Stored data:
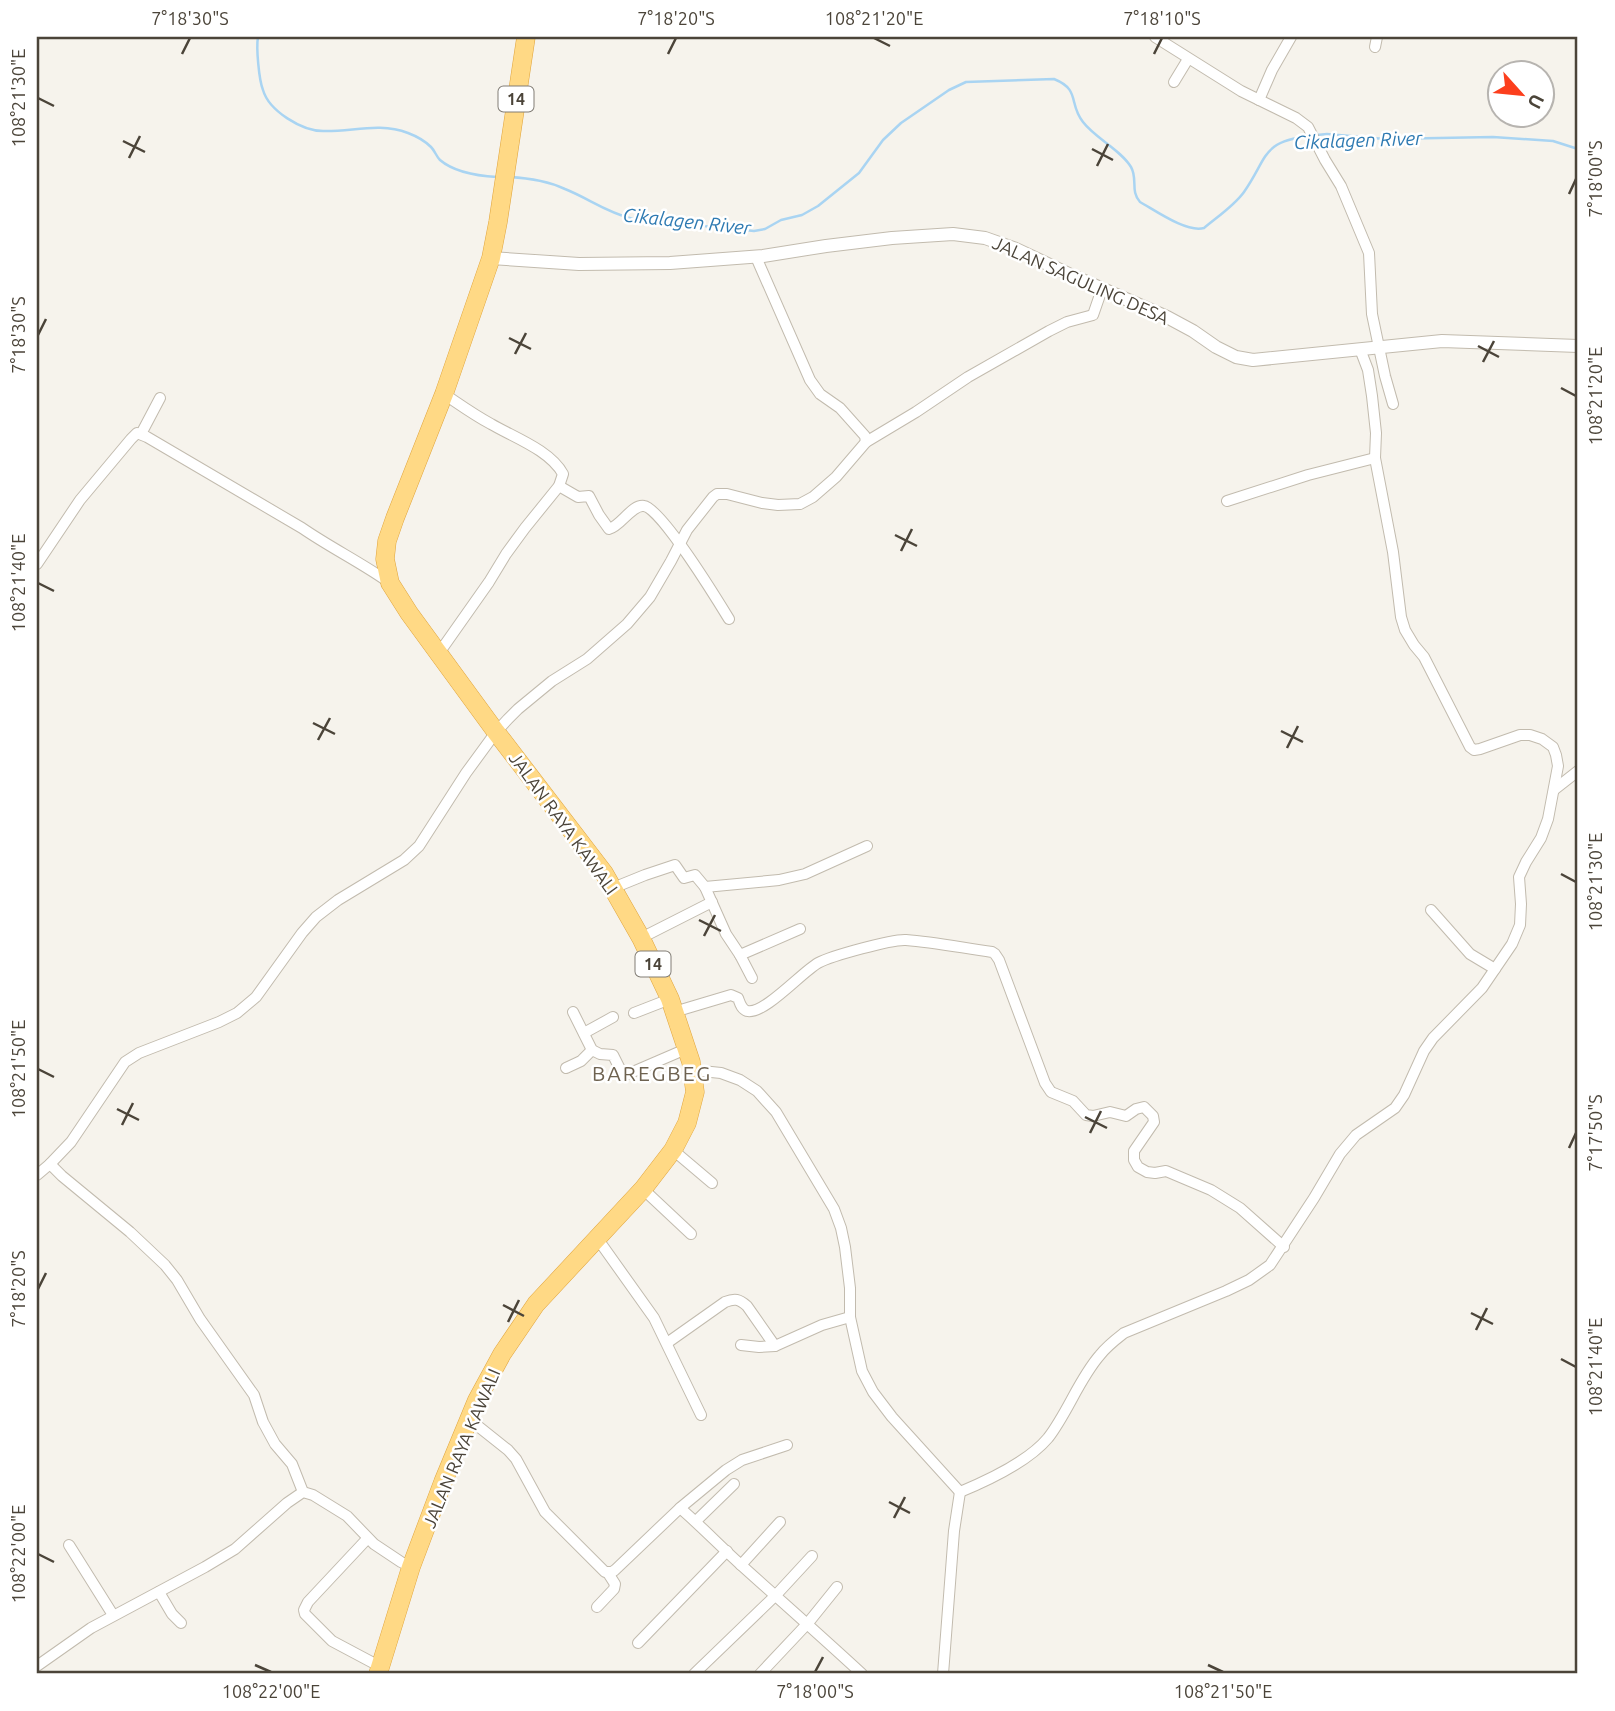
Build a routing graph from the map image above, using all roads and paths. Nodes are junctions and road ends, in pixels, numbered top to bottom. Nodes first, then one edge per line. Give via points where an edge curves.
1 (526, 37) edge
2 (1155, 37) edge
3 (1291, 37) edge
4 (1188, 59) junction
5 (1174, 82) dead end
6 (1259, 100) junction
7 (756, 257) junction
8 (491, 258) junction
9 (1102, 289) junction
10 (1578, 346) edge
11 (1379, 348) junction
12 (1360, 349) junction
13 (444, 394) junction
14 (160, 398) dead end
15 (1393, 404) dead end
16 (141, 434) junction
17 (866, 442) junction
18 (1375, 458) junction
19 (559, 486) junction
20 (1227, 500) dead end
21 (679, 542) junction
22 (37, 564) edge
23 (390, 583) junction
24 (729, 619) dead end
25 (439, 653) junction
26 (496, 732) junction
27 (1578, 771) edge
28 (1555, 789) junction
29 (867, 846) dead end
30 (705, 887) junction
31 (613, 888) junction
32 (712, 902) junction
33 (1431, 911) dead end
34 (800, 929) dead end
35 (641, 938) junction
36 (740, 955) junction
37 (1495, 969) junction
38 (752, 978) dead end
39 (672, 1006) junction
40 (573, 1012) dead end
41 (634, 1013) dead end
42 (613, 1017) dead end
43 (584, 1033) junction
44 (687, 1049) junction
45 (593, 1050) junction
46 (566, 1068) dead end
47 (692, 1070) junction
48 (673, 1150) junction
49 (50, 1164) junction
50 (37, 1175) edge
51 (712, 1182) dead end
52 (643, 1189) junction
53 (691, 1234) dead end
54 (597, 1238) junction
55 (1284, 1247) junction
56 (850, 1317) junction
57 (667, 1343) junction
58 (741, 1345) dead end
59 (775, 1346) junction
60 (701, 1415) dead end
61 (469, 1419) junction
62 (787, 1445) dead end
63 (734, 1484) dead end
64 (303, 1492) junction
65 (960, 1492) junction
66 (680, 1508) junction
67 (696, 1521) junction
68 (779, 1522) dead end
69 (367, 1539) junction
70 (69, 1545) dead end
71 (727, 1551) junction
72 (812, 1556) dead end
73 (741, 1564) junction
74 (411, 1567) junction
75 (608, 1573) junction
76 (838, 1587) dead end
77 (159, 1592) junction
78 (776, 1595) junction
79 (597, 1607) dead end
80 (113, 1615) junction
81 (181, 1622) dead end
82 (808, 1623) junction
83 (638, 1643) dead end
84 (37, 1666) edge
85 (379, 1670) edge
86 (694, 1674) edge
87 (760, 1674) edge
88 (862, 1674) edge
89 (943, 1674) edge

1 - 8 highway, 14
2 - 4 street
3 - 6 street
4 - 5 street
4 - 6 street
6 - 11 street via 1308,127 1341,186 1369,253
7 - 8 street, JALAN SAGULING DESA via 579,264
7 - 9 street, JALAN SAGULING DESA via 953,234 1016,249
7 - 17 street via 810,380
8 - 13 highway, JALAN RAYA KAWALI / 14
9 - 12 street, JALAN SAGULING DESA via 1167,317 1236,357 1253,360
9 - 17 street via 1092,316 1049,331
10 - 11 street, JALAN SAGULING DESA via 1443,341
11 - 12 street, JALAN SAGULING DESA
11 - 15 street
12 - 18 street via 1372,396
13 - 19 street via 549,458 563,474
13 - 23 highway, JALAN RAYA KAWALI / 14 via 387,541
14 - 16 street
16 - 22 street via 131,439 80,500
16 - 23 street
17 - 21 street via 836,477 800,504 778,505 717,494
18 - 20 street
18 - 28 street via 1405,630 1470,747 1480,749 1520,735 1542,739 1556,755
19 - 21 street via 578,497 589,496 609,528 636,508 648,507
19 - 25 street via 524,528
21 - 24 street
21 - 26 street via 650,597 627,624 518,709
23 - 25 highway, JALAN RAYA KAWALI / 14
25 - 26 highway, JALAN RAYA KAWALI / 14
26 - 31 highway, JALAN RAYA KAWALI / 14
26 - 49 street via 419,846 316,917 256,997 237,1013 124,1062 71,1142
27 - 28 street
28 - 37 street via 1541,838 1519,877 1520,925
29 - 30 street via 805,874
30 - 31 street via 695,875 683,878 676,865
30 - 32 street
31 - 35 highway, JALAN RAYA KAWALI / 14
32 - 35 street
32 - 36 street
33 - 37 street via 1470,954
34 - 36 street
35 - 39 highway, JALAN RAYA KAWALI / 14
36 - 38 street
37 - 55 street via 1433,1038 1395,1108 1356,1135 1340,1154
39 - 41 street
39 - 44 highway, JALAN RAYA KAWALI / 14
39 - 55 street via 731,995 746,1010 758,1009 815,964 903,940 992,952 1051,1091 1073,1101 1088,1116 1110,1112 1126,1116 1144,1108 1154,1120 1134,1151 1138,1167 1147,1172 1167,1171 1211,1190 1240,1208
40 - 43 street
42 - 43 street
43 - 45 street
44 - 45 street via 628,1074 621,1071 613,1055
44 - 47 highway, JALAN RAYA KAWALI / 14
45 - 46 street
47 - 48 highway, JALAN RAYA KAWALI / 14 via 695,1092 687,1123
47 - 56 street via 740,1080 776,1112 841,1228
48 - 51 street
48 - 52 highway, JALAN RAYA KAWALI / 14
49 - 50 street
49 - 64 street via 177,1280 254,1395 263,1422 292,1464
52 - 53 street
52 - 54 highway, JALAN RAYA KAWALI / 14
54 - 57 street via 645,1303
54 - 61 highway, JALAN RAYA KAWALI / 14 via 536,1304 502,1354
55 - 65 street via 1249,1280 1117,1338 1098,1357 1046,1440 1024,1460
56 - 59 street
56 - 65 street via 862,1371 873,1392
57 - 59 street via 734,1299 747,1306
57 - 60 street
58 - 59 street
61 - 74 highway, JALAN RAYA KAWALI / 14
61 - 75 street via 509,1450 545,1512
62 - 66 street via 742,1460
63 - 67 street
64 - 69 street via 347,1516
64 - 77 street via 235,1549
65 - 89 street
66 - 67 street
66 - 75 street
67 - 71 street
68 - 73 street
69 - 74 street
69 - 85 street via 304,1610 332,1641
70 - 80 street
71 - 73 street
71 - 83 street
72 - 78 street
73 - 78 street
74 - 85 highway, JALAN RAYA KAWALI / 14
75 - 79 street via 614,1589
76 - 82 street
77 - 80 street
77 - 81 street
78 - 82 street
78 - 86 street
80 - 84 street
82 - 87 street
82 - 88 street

▶ [Aim of the exercise]: Each entry must be set down word for word; no image may be carried over.

▶ [Result below]:
Build a routing graph from the map image above, using all roads and paths. Nodes are junctions and road ends, in pixels, numbered top to bottom. Nodes first, then one edge per line. Give via points where an edge curves.
1 (526, 37) edge
2 (1155, 37) edge
3 (1291, 37) edge
4 (1188, 59) junction
5 (1174, 82) dead end
6 (1259, 100) junction
7 (756, 257) junction
8 (491, 258) junction
9 (1102, 289) junction
10 (1578, 346) edge
11 (1379, 348) junction
12 (1360, 349) junction
13 (444, 394) junction
14 (160, 398) dead end
15 (1393, 404) dead end
16 (141, 434) junction
17 (866, 442) junction
18 (1375, 458) junction
19 (559, 486) junction
20 (1227, 500) dead end
21 (679, 542) junction
22 (37, 564) edge
23 (390, 583) junction
24 (729, 619) dead end
25 (439, 653) junction
26 (496, 732) junction
27 (1578, 771) edge
28 (1555, 789) junction
29 (867, 846) dead end
30 (705, 887) junction
31 (613, 888) junction
32 (712, 902) junction
33 (1431, 911) dead end
34 (800, 929) dead end
35 (641, 938) junction
36 (740, 955) junction
37 (1495, 969) junction
38 (752, 978) dead end
39 (672, 1006) junction
40 (573, 1012) dead end
41 (634, 1013) dead end
42 (613, 1017) dead end
43 (584, 1033) junction
44 (687, 1049) junction
45 (593, 1050) junction
46 (566, 1068) dead end
47 (692, 1070) junction
48 (673, 1150) junction
49 (50, 1164) junction
50 (37, 1175) edge
51 (712, 1182) dead end
52 (643, 1189) junction
53 (691, 1234) dead end
54 (597, 1238) junction
55 (1284, 1247) junction
56 (850, 1317) junction
57 (667, 1343) junction
58 (741, 1345) dead end
59 (775, 1346) junction
60 (701, 1415) dead end
61 (469, 1419) junction
62 (787, 1445) dead end
63 (734, 1484) dead end
64 (303, 1492) junction
65 (960, 1492) junction
66 (680, 1508) junction
67 (696, 1521) junction
68 (779, 1522) dead end
69 (367, 1539) junction
70 (69, 1545) dead end
71 (727, 1551) junction
72 (812, 1556) dead end
73 (741, 1564) junction
74 (411, 1567) junction
75 (608, 1573) junction
76 (838, 1587) dead end
77 (159, 1592) junction
78 (776, 1595) junction
79 (597, 1607) dead end
80 (113, 1615) junction
81 (181, 1622) dead end
82 (808, 1623) junction
83 (638, 1643) dead end
84 (37, 1666) edge
85 (379, 1670) edge
86 (694, 1674) edge
87 (760, 1674) edge
88 (862, 1674) edge
89 (943, 1674) edge

1 - 8 highway, 14
2 - 4 street
3 - 6 street
4 - 5 street
4 - 6 street
6 - 11 street via 1308,127 1341,186 1369,253
7 - 8 street, JALAN SAGULING DESA via 579,264
7 - 9 street, JALAN SAGULING DESA via 953,234 1016,249
7 - 17 street via 810,380
8 - 13 highway, JALAN RAYA KAWALI / 14
9 - 12 street, JALAN SAGULING DESA via 1167,317 1236,357 1253,360
9 - 17 street via 1092,316 1049,331
10 - 11 street, JALAN SAGULING DESA via 1443,341
11 - 12 street, JALAN SAGULING DESA
11 - 15 street
12 - 18 street via 1372,396
13 - 19 street via 549,458 563,474
13 - 23 highway, JALAN RAYA KAWALI / 14 via 387,541
14 - 16 street
16 - 22 street via 131,439 80,500
16 - 23 street
17 - 21 street via 836,477 800,504 778,505 717,494
18 - 20 street
18 - 28 street via 1405,630 1470,747 1480,749 1520,735 1542,739 1556,755
19 - 21 street via 578,497 589,496 609,528 636,508 648,507
19 - 25 street via 524,528
21 - 24 street
21 - 26 street via 650,597 627,624 518,709
23 - 25 highway, JALAN RAYA KAWALI / 14
25 - 26 highway, JALAN RAYA KAWALI / 14
26 - 31 highway, JALAN RAYA KAWALI / 14
26 - 49 street via 419,846 316,917 256,997 237,1013 124,1062 71,1142
27 - 28 street
28 - 37 street via 1541,838 1519,877 1520,925
29 - 30 street via 805,874
30 - 31 street via 695,875 683,878 676,865
30 - 32 street
31 - 35 highway, JALAN RAYA KAWALI / 14
32 - 35 street
32 - 36 street
33 - 37 street via 1470,954
34 - 36 street
35 - 39 highway, JALAN RAYA KAWALI / 14
36 - 38 street
37 - 55 street via 1433,1038 1395,1108 1356,1135 1340,1154
39 - 41 street
39 - 44 highway, JALAN RAYA KAWALI / 14
39 - 55 street via 731,995 746,1010 758,1009 815,964 903,940 992,952 1051,1091 1073,1101 1088,1116 1110,1112 1126,1116 1144,1108 1154,1120 1134,1151 1138,1167 1147,1172 1167,1171 1211,1190 1240,1208
40 - 43 street
42 - 43 street
43 - 45 street
44 - 45 street via 628,1074 621,1071 613,1055
44 - 47 highway, JALAN RAYA KAWALI / 14
45 - 46 street
47 - 48 highway, JALAN RAYA KAWALI / 14 via 695,1092 687,1123
47 - 56 street via 740,1080 776,1112 841,1228
48 - 51 street
48 - 52 highway, JALAN RAYA KAWALI / 14
49 - 50 street
49 - 64 street via 177,1280 254,1395 263,1422 292,1464
52 - 53 street
52 - 54 highway, JALAN RAYA KAWALI / 14
54 - 57 street via 645,1303
54 - 61 highway, JALAN RAYA KAWALI / 14 via 536,1304 502,1354
55 - 65 street via 1249,1280 1117,1338 1098,1357 1046,1440 1024,1460
56 - 59 street
56 - 65 street via 862,1371 873,1392
57 - 59 street via 734,1299 747,1306
57 - 60 street
58 - 59 street
61 - 74 highway, JALAN RAYA KAWALI / 14
61 - 75 street via 509,1450 545,1512
62 - 66 street via 742,1460
63 - 67 street
64 - 69 street via 347,1516
64 - 77 street via 235,1549
65 - 89 street
66 - 67 street
66 - 75 street
67 - 71 street
68 - 73 street
69 - 74 street
69 - 85 street via 304,1610 332,1641
70 - 80 street
71 - 73 street
71 - 83 street
72 - 78 street
73 - 78 street
74 - 85 highway, JALAN RAYA KAWALI / 14
75 - 79 street via 614,1589
76 - 82 street
77 - 80 street
77 - 81 street
78 - 82 street
78 - 86 street
80 - 84 street
82 - 87 street
82 - 88 street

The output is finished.